Mamuju Tengah, nuansainfo.com – Pemerintah Kabupaten Mamuju Tengah resmi menerbitkan Surat Edaran tentang larangan kendaraan Over Dimension dan Over Loading (ODOL) beroperasi di wilayah tersebut. Kebijakan ini tertuang dalam Surat Edaran Nomor: B/10/500.11.26.2/II/2026 yang ditetapkan pada 19 Februari 2026.
Surat edaran tersebut ditandatangani langsung oleh Bupati Mamuju Tengah, Arsal Aras, di Tobadak.
Latar Belakang Larangan ODOL
Penerbitan surat edaran ini dilatarbelakangi meningkatnya aktivitas angkutan barang di Kabupaten Mamuju Tengah yang memicu berbagai persoalan lalu lintas. Salah satu penyebab utama adalah masih beroperasinya kendaraan dengan muatan berlebih (over loading) serta dimensi kendaraan yang tidak sesuai ketentuan (over dimension).
Pemerintah daerah mengaku kerap menerima aduan masyarakat, termasuk pemberitaan di media massa terkait kecelakaan lalu lintas yang diduga disebabkan oleh kendaraan bermuatan berlebih.
Fenomena kendaraan ODOL dinilai membawa dampak serius, antara lain:
-
Kerusakan jalan dan jembatan akibat beban kendaraan melebihi kapasitas.
-
Meningkatnya risiko kecelakaan lalu lintas.
-
Terganggunya kelancaran arus kendaraan karena kendaraan ODOL cenderung bergerak lambat dan sulit bermanuver.
-
Meningkatnya biaya pemeliharaan infrastruktur yang berdampak pada kerugian daerah.
-
Menurunnya kualitas pelayanan transportasi dan distribusi barang.
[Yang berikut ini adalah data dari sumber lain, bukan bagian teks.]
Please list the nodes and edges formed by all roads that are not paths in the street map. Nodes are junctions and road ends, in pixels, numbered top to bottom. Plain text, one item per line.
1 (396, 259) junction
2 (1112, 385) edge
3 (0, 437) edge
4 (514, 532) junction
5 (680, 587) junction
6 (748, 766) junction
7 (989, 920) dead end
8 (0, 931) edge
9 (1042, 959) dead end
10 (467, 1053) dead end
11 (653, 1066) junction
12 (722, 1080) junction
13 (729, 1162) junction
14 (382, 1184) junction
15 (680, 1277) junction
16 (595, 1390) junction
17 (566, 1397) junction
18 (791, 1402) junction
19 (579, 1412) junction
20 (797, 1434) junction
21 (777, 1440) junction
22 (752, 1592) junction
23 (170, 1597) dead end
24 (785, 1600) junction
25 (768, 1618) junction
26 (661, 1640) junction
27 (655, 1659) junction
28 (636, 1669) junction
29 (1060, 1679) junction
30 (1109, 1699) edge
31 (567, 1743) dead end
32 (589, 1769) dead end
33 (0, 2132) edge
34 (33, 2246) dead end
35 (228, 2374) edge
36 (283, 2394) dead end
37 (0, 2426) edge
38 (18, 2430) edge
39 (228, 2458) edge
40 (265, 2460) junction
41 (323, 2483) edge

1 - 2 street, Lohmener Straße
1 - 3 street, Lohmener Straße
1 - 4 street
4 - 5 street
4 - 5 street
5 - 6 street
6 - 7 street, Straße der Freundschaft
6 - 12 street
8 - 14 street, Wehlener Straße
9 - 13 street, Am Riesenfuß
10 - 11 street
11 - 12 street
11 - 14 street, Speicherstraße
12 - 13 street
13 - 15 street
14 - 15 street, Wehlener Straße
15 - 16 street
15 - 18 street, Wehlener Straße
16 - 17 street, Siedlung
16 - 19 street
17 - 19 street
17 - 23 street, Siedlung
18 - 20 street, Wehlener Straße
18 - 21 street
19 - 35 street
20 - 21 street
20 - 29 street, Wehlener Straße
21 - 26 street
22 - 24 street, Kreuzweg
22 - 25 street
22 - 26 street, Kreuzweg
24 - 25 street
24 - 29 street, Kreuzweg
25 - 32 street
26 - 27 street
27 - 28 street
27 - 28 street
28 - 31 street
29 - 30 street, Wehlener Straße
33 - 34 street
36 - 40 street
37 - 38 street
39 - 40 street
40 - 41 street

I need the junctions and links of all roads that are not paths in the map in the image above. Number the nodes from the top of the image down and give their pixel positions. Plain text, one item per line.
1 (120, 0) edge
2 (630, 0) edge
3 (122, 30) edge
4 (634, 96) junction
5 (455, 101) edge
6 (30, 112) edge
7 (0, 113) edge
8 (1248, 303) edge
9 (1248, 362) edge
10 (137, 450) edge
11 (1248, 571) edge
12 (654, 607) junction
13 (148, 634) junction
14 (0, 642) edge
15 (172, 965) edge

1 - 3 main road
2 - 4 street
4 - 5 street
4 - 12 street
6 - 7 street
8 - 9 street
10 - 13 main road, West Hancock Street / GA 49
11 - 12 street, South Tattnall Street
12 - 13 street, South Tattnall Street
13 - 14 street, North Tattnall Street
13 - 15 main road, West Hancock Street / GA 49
Pemerintah daerah menegaskan, langkah ini merupakan bentuk komitmen dalam menjaga keselamatan pengguna jalan sekaligus melindungi infrastruktur daerah.
Maksud dan Tujuan
Surat edaran ini bertujuan menertibkan operasional kendaraan angkutan barang agar sesuai dengan ketentuan muatan dan dimensi yang berlaku. Selain itu, kebijakan ini juga dimaksudkan untuk mencegah kerusakan jalan serta menekan angka kecelakaan lalu lintas di wilayah Kabupaten Mamuju Tengah.
Dasar Hukum
Kebijakan ini mengacu pada sejumlah regulasi, di antaranya:
-
Undang-Undang Nomor 22 Tahun 2009 tentang Lalu Lintas dan Angkutan Jalan.
-
Peraturan Pemerintah Nomor 55 Tahun 2012 tentang Kendaraan.
-
Peraturan Menteri Perhubungan Nomor 60 Tahun 2019 tentang Penyelenggaraan Angkutan Barang dengan Kendaraan Bermotor di Jalan.
-
Surat Edaran Kementerian Perhubungan Nomor 21 Tahun 2019 tentang Pengawasan Mobil Barang ODOL.
Isi Surat Edaran
Dalam surat edaran tersebut ditegaskan bahwa:
-
Seluruh pemilik, pengusaha, dan pengemudi angkutan barang dilarang keras mengoperasikan kendaraan dengan muatan melebihi kapasitas maupun dimensi yang tidak sesuai ketentuan.
-
Kendaraan angkutan barang wajib mematuhi aturan daya angkut, ukuran kendaraan, serta kelas jalan.
-
Dinas Perhubungan Kabupaten Mamuju Tengah bersama aparat terkait akan melakukan pengawasan dan penindakan terhadap pelanggaran.
-
Pelanggar akan dikenakan sanksi sesuai peraturan perundang-undangan yang berlaku.
-
Surat edaran berlaku sejak tanggal ditetapkan dan diminta untuk disebarluaskan kepada masyarakat serta perusahaan angkutan.
Berlaku Sejak 19 Februari 2026
Surat edaran ini resmi berlaku sejak 19 Februari 2026 dan diharapkan dapat dipatuhi oleh seluruh pelaku usaha angkutan barang di wilayah Mamuju Tengah.
Pemerintah Kabupaten Mamuju Tengah berharap, dengan adanya kebijakan ini, tercipta ketertiban, keselamatan, serta kelancaran lalu lintas yang lebih baik demi kepentingan masyarakat luas.